俺はメッセージアプリを開いて梨花のページを開いて通話ボタンを押す。何気にこれを押して自分からかけるのは初めてだ。親には普通の電話でかけるからね。何か言いたいやつもいるだろうが、ここでは発言させる気はない。俺の心をクラッシュされるわけにはいかないのだ。
『やあやあ、健斗君。どうした? 最近電話で話したばかりだが、もうさみしくなってしまったのかい?』
梨花はすぐに電話に出た。いつも通りの口調である。
「よう。たまには俺からかけるのもありかなと思ってな」
『珍しいな。いつも私からかけて嫌そうに出るのがいつもの流れだというのに。何か聞きたいことでもあるのかい?』
「お、鋭いな」
『ふっふっふ。これでも君の幼馴染だよ? 君の心理などお見通しなのさ』
ちょっと分かってくれて嬉しいけど、こういう反応は死ぬほどうぜぇ。ちょっと梨花は厨二病みたいなところもある。前回の会話でもそんな感じだったし、今更だけれども。
『で、聞きたいことは何かな?』
「今度さ、友達が家に泊まりに来るんだけどさ」
『ええっ!?』
梨花の異常な驚き方をしていた。こいつの性格からしてわざと煽っているのかと思う人もいるが、今の驚き方はマジだ。

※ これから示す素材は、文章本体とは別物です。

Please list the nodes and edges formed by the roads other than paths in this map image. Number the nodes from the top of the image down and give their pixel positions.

『じ、自分の家に遊びに来させるどころか人の家行くことですら誘われても頑として行かなかった君が人を泊まらせるだと!?』
「ま、まあそういう反応になるわな」
こればかりは認めざる負えない事実。小学校までは仲のいい友達の家に行ったり呼んだりして遊んだが、中学時代から闇落ちしてからは人のテリトリーにも入りたくなければ、自分のテリトリーに人を入れるなんて死んでもしたくなかった。

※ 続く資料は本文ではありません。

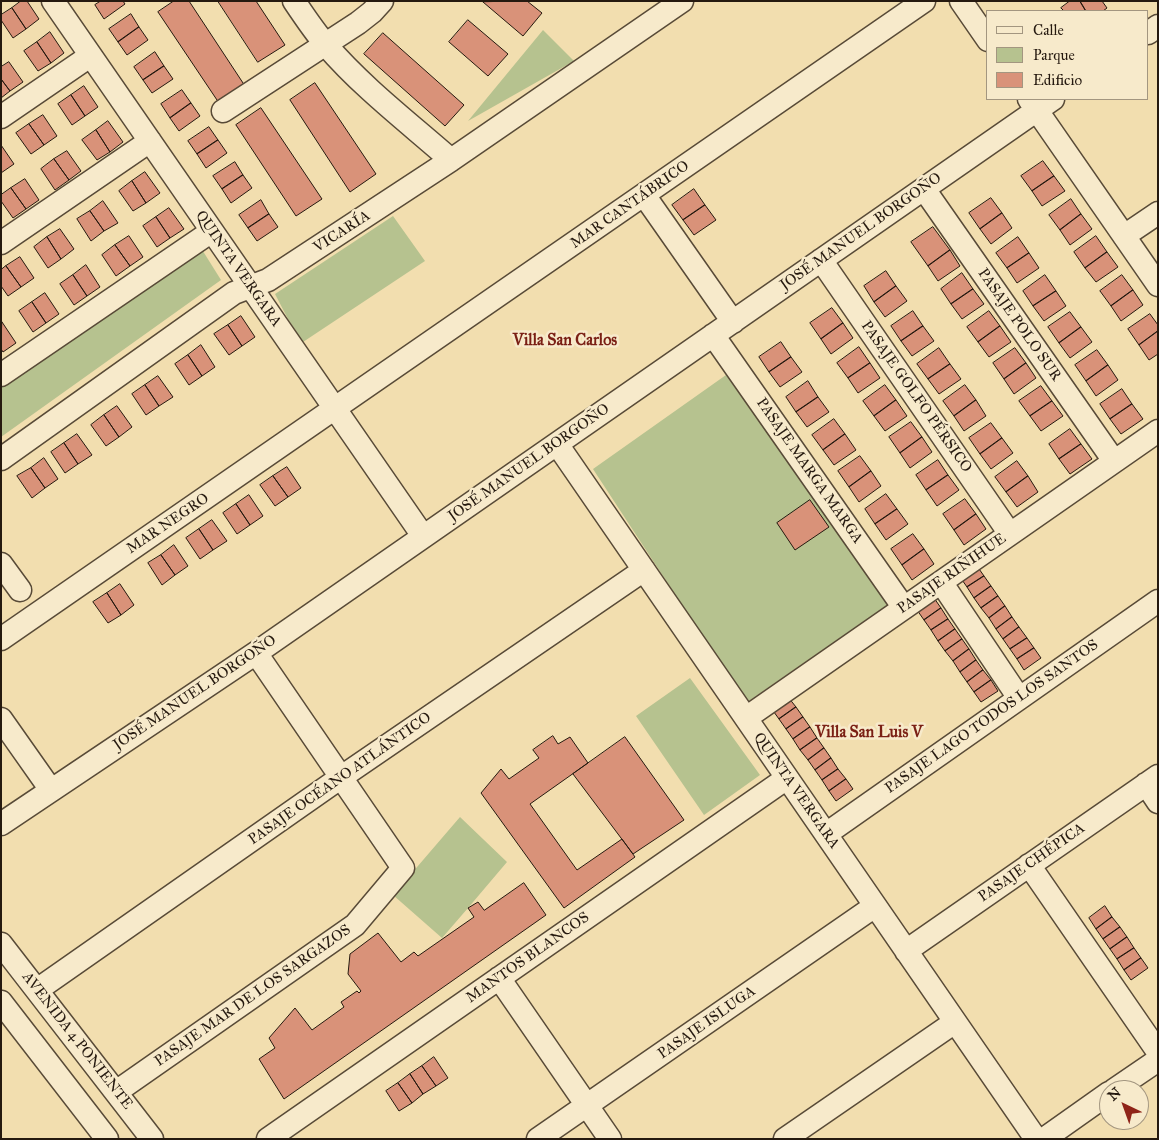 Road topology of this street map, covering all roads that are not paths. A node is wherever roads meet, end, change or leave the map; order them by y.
1 (52, 1) edge
2 (294, 1) edge
3 (382, 1) edge
4 (682, 1) edge
5 (924, 1) edge
6 (961, 1) edge
7 (986, 37) edge
8 (326, 44) junction
9 (90, 56) junction
10 (1039, 103) edge
11 (222, 111) dead end
12 (1, 117) edge
13 (150, 141) junction
14 (451, 160) junction
15 (924, 189) junction
16 (644, 195) junction
17 (1158, 213) edge
18 (212, 231) junction
19 (1124, 236) junction
20 (1, 243) edge
21 (821, 260) junction
22 (1158, 285) edge
23 (251, 287) junction
24 (733, 322) junction
25 (713, 335) junction
26 (1, 375) edge
27 (335, 409) junction
28 (1158, 430) edge
29 (557, 444) junction
30 (1, 459) edge
31 (1114, 461) junction
32 (1010, 534) junction
33 (423, 536) junction
34 (1, 564) edge
35 (644, 570) junction
36 (941, 582) junction
37 (20, 590) dead end
38 (1158, 601) edge
39 (904, 608) junction
40 (1, 639) edge
41 (256, 653) junction
42 (1020, 698) junction
43 (746, 718) junction
44 (1, 719) edge
45 (340, 778) junction
46 (787, 778) junction
47 (1154, 787) edge
48 (52, 790) junction
49 (1, 824) edge
50 (826, 834) junction
51 (1029, 865) junction
52 (876, 906) junction
53 (1, 944) edge
54 (906, 951) junction
55 (499, 978) junction
56 (37, 990) junction
57 (1, 1002) edge
58 (955, 1022) junction
59 (1158, 1052) edge
60 (1158, 1060) edge
61 (1129, 1080) edge
62 (116, 1092) junction
63 (1099, 1100) edge
64 (587, 1105) junction
65 (107, 1139) edge
66 (152, 1139) edge
67 (268, 1139) edge
68 (538, 1139) edge
69 (610, 1139) edge
70 (785, 1139) edge
71 (1036, 1139) edge
72 (1044, 1139) edge

1 - 9 street, QUINTA VERGARA
2 - 8 street
3 - 8 street
4 - 14 street, VICARÍA
5 - 16 street, MAR CANTÁBRICO
6 - 7 street
8 - 11 street
8 - 14 street
9 - 12 street
9 - 13 street, QUINTA VERGARA
10 - 15 street, JOSÉ MANUEL BORGOÑO
10 - 19 street
13 - 18 street, QUINTA VERGARA
13 - 20 street
14 - 23 street, VICARÍA
15 - 21 street, JOSÉ MANUEL BORGOÑO
15 - 31 street, PASAJE POLO SUR
16 - 24 street
16 - 27 street, MAR CANTÁBRICO
17 - 19 street
18 - 23 street, QUINTA VERGARA
18 - 26 street
19 - 22 street
21 - 24 street, JOSÉ MANUEL BORGOÑO
21 - 32 street, PASAJE GOLFO PÉRSICO
23 - 27 street, QUINTA VERGARA
23 - 30 street, VICARÍA
24 - 25 street, JOSÉ MANUEL BORGOÑO
25 - 29 street, JOSÉ MANUEL BORGOÑO
25 - 39 street, PASAJE MARGA MARGA
27 - 33 street, QUINTA VERGARA
27 - 40 street, MAR NEGRO
28 - 31 street, PASAJE RIÑIHUE
29 - 33 street, JOSÉ MANUEL BORGOÑO
29 - 35 street, QUINTA VERGARA
31 - 32 street, PASAJE RIÑIHUE
32 - 36 street, PASAJE RIÑIHUE
33 - 41 street, JOSÉ MANUEL BORGOÑO
34 - 37 street
35 - 43 street, QUINTA VERGARA
35 - 45 street, PASAJE OCÉANO ATLÁNTICO
36 - 39 street, PASAJE RIÑIHUE
36 - 42 street
38 - 42 street, PASAJE LAGO TODOS LOS SANTOS
39 - 43 street, PASAJE RIÑIHUE
41 - 45 street
41 - 48 street, JOSÉ MANUEL BORGOÑO
42 - 50 street, PASAJE LAGO TODOS LOS SANTOS
43 - 46 street, QUINTA VERGARA
44 - 48 street
45 - 56 street, PASAJE OCÉANO ATLÁNTICO
45 - 62 street, PASAJE MAR DE LOS SARGAZOS
46 - 50 street, QUINTA VERGARA
46 - 55 street, MANTOS BLANCOS
47 - 51 street, PASAJE CHÉPICA
48 - 49 street, JOSÉ MANUEL BORGOÑO
50 - 52 street, QUINTA VERGARA
51 - 54 street, PASAJE CHÉPICA
51 - 59 street
52 - 54 street, QUINTA VERGARA
52 - 64 street, PASAJE ISLUGA
53 - 56 street, AVENIDA 4 PONIENTE
54 - 58 street, QUINTA VERGARA
55 - 64 street
55 - 67 street, MANTOS BLANCOS
56 - 62 street, AVENIDA 4 PONIENTE
57 - 65 street
58 - 70 street
58 - 71 street, QUINTA VERGARA
60 - 61 street
62 - 66 street, AVENIDA 4 PONIENTE
63 - 72 street
64 - 68 street, PASAJE ISLUGA
64 - 69 street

確かに大学に入ってと言うか、奈月によってこういうところも俺は変えられているような気もするな。
『ま、まあ君が変わっているようで嬉しいよ。アドバイスとしてはそうだな……ただ遊びに来るだけでは入ってこないお風呂場とかの掃除は当然の事、洗濯物は出来るだけ前日のうちに回せるものはすべて回してしまって干して片づけておくといいぞ。さすがに他人の前で洗濯物を出すわけにいかないだろう?』
「それもそうだな……」
『後は泊まるならちゃんとベッドや布団はきれいにしておきなよ。汚いところで寝かせるなんて最低だぞ』
「……」
『どうした?』
いやもうすでに汚いベッドで一度女を寝かせてしまいました、梨花さん。どうすればいいでしょうかなんて聞けねぇ。
「なんでもない」
『そうか。とにかく綺麗にしておくことだな。ま、前回電話をしたときに掃除をやけにしていたようだから大丈夫だとは思うが』
「そこはな」
なんだかんだで俺の事をよく把握し、考えてくれる梨花。
『それより、今日は私のことについて聞きたいこと、セクハラしたいことなどは無いのかい?』
「あ? あるわけねぇだろ。てめぇのことなんざどーでもいい」
『そうは言うものの、どうせ泊まりに来るというのはこの時期から考えてGWの予定というところだろう。まだ先の事であるのに、こんなに早く聞きに来たということは私のリアルの用事を気にかけてということだろう?』
「……」
「図星のようだね。もう15年近く付き合いのある幼馴染に対しても遠慮してしまう君はとても可愛いぞ。そういうところは変わっていなくて私は嬉しいよ」
「う、うるせぇぞ! もう電話切るからな! 情報に関してはありがとうだよ!」
『ははは、また電話してきてくれたら嬉しいぞ?』
最後の梨花の言葉にはあえて反応せずに切ってやった。ちくしょう、やはりあいつに勝つことは出来ない。いろいろと俺の考えていることはお見通しでその上でかわいいだの、面白いだのいじり倒す。
本当に梨花には勝てない。いつも変な口調だし煽ってくるし弄ぶし。
でも、それでも。
それは誰よりも俺の事を理解してくれているからこそであって。いつも俺の悩んでいることや考えていることにそっと気が付いてアドバイスをくれる。
本当にむかつく。でも一番頼りになる。